The complex arrangement calls for AIDEA to sell bonds to allow AEA to purchase the Sterling-to-Quartz Creek segment of transmission lines from Homer Electric Associationthat connects several utilities to the Bradley Lake hydro project.
The Sterling-to-Quartz Creek segment was taken out of service in late August last year as the Swan Lake fire spread through the area and didn’t transmit power again until mid-December, for a total outage of 123 days. According to AEA, the fire damaged about one-third of the 127 support structures along the S-Q line. Homer Electric repaired five structures late last fall to put the line back into service, but another 38 still need to be replaced.
AEA Executive Director Curtis Thayer said that while the authority will own the line segment, the agreement calls for the six Railbelt utilities — including HEA — to pay the debt service on the bonds relative to the proportion of low-cost Bradley Lake power they receive. Railbelt consumers will benefit from the cost sharing, according to Thayer.
He first said AEA was in talks with HEA to purchase the line in late January.
AEA also owns the Bradley Lake project, which it is in the process of expanding .
The Sterling-to-Quartz line is owned by HEA but it largely runs through the Kenai Wildlife Refuge and does not serve HEA customers; rather, it connects to the transmission lines owned by Anchorage’s Chugach Electric Association, which start at the Quartz Creek Substation.
“By having this purchase you bring the resources of the six utilities to manage and help oversee” the transmission line, he said, adding that upgrading the line could eliminate up to 40 percent line loss as power is transmitted north from Bradley Lake.
“There’s both a short-term and long-term advantage to ownership of that line.”
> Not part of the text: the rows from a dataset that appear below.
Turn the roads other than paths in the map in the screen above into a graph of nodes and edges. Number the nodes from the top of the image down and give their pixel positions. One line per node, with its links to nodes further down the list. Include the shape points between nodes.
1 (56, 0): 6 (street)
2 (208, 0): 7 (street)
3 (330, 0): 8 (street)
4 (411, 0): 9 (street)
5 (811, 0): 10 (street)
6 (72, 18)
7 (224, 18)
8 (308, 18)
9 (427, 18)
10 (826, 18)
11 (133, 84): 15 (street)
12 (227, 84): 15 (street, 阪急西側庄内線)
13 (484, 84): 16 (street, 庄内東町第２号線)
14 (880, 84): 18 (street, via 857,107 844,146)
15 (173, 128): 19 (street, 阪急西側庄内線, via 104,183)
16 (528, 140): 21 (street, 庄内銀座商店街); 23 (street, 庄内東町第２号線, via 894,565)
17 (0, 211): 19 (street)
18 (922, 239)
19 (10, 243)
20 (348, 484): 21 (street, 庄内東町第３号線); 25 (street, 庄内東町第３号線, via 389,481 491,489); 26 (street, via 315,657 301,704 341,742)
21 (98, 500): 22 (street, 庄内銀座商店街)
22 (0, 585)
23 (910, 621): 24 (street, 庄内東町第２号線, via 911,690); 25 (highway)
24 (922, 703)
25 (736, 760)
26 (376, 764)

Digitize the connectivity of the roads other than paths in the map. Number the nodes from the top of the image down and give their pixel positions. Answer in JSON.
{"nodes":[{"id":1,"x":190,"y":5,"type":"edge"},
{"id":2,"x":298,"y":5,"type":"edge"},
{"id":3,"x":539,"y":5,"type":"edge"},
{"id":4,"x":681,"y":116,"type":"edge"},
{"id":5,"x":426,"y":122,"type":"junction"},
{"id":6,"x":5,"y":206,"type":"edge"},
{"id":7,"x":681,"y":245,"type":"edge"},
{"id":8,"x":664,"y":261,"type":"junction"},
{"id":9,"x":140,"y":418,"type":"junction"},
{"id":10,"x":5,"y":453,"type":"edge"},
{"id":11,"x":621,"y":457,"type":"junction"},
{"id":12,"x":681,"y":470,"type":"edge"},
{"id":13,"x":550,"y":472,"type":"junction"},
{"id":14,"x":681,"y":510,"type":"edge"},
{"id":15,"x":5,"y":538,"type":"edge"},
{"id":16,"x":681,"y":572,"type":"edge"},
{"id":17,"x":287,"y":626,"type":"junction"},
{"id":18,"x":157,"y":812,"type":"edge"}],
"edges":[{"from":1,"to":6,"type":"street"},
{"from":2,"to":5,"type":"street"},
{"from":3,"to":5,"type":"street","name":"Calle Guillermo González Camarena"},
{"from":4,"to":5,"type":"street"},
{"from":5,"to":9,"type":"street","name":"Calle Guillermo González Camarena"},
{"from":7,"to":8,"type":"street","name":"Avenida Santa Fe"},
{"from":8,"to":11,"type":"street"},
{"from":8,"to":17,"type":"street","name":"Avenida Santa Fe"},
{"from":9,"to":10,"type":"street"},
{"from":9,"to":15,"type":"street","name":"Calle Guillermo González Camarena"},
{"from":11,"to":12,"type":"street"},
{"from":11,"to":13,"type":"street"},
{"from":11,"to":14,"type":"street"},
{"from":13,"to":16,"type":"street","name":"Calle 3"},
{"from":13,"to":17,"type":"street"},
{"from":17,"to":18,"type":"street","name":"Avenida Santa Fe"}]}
The $15.3 million includes $13.3 million to buy the transmission line and another $2 million for repairs, according to AEA documents.
The transaction has been approved by the Bradley Power Management Committee — which includes the six utility managers — but must also be approved by the utility boards, Thayer said.
Officials with several of the other Railbelt utilities expressed frustration with HEA over what they felt was a slow response to fix the line in the weeks after the fire subsided.
HEA leaders said at the time that they were being cautious prevent exposing line crews to lingering ash pits or falling trees and also noted that strong fall windstorms storms on the Kenai Peninsula took manpower away from the Sterling-to-Quartz work.
According to AEA, losing access to Bradley hydropower collectively cost Railbelt consumers an additional $13.6 million and resulted in another $2.2 million worth of water being spilled over the Bradley dam.
Bradley Lake supplies up to 10 percent of the electricity needed by the Railbelt utilities. At 4 cents per kilowatt-hour, the hydroelectric dam can produce power for about half the current cost of natural gas-fired generation.
“I don’t think we would be here if that fire had not occurred,” Thayer told the AEA board.